地球温暖化が深刻になっています。日本のみならず世界の平均気温も過去最高を更新し続けています。ドイツのヨハネス・グーテンベルク大学などは、2023年の北半球の夏が過去2000年間強で最も暑かったとの研究成果を明らかにしています。最長2700年ほど生きた樹木の年輪を分析し、およそ2000年前からの気温を復元しています。

国際労働機関(ILO)は、熱ストレスの可能性を指摘しています。暑さによって失われる労働時間が、2030年までに全世界で2.2%に達し、フルタイムで働く8,000万人分の労働力が消失すると分析しています。経済損失は2兆4千億ドル(およそ380兆円)にもなるとしています。

干ばつや洪水の被害は年々大きくなっています。気温上昇は暑さをもたらすだけでなく、食の変調もきたします。食料不足に悩む世界の人口は2014年以降、増え続けています。
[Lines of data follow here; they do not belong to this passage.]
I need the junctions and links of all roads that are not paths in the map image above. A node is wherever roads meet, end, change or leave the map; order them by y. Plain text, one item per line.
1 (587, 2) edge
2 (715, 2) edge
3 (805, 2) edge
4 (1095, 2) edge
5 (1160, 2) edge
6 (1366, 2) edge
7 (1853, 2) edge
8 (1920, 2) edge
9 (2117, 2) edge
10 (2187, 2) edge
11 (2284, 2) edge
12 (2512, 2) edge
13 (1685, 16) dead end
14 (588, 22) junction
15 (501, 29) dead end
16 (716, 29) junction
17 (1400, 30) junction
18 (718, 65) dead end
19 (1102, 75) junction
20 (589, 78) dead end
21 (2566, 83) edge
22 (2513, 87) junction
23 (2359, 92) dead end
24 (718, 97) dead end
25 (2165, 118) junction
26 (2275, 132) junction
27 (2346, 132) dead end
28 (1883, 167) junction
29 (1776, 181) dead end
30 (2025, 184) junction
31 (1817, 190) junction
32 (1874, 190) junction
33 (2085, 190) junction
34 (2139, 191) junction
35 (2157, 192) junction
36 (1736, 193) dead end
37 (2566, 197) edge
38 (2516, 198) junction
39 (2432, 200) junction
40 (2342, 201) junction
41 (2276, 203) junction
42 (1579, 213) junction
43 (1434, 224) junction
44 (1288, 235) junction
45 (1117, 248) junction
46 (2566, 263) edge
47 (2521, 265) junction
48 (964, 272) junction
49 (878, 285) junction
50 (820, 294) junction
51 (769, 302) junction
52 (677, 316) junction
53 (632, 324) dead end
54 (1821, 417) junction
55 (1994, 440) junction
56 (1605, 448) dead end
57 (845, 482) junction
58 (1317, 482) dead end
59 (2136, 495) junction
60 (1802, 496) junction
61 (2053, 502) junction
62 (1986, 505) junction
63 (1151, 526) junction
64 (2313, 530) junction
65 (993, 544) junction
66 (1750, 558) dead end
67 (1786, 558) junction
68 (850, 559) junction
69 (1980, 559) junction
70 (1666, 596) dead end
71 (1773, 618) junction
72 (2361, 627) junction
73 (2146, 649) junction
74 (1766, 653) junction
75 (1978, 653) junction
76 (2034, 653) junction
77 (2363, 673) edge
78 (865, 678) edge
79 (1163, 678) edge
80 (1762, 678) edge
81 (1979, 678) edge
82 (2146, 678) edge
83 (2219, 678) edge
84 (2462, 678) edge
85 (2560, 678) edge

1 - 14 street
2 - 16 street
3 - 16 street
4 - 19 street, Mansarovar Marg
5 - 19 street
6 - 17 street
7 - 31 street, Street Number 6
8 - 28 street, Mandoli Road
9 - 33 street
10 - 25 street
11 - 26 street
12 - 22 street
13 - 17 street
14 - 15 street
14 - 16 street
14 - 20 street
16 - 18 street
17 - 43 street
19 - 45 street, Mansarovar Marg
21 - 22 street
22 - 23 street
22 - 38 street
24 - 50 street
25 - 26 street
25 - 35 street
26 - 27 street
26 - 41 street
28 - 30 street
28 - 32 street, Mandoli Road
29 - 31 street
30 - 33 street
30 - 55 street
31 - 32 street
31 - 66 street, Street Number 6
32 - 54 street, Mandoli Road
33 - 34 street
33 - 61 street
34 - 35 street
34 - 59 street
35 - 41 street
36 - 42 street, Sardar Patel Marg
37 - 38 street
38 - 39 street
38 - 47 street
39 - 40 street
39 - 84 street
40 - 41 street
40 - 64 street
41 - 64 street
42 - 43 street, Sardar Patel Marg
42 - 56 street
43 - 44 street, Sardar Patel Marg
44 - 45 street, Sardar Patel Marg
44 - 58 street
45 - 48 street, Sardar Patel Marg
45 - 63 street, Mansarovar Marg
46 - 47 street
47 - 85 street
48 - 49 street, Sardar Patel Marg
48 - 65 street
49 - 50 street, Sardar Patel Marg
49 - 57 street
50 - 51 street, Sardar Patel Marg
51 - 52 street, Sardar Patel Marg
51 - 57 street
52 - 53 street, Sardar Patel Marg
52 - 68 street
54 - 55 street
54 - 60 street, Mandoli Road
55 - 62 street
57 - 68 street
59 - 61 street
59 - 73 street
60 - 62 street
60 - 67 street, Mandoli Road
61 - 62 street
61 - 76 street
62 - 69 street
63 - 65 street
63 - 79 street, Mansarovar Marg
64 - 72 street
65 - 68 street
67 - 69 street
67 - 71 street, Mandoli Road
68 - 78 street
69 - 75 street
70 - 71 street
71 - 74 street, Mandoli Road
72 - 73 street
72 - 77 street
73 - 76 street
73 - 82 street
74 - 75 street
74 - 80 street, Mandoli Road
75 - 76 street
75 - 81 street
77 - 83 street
温暖化で収量が減り、暑さが農業従事者の労働時間を短くしています。海面上昇が耕作可能な土地を少なくすることも懸念されています。漁獲量も減っています。
気候変動に関する政府間パネルは、地球の気温上昇を1.5度以内に抑えるためには2035年に2019年比で60%の温暖化ガス削減が必要だと訴えています。2050年には実質排出ゼロを実現しなければなりません。しかし、化石燃料の大幅削減への道筋は定まらず、各国による実効性のある対策が求められています。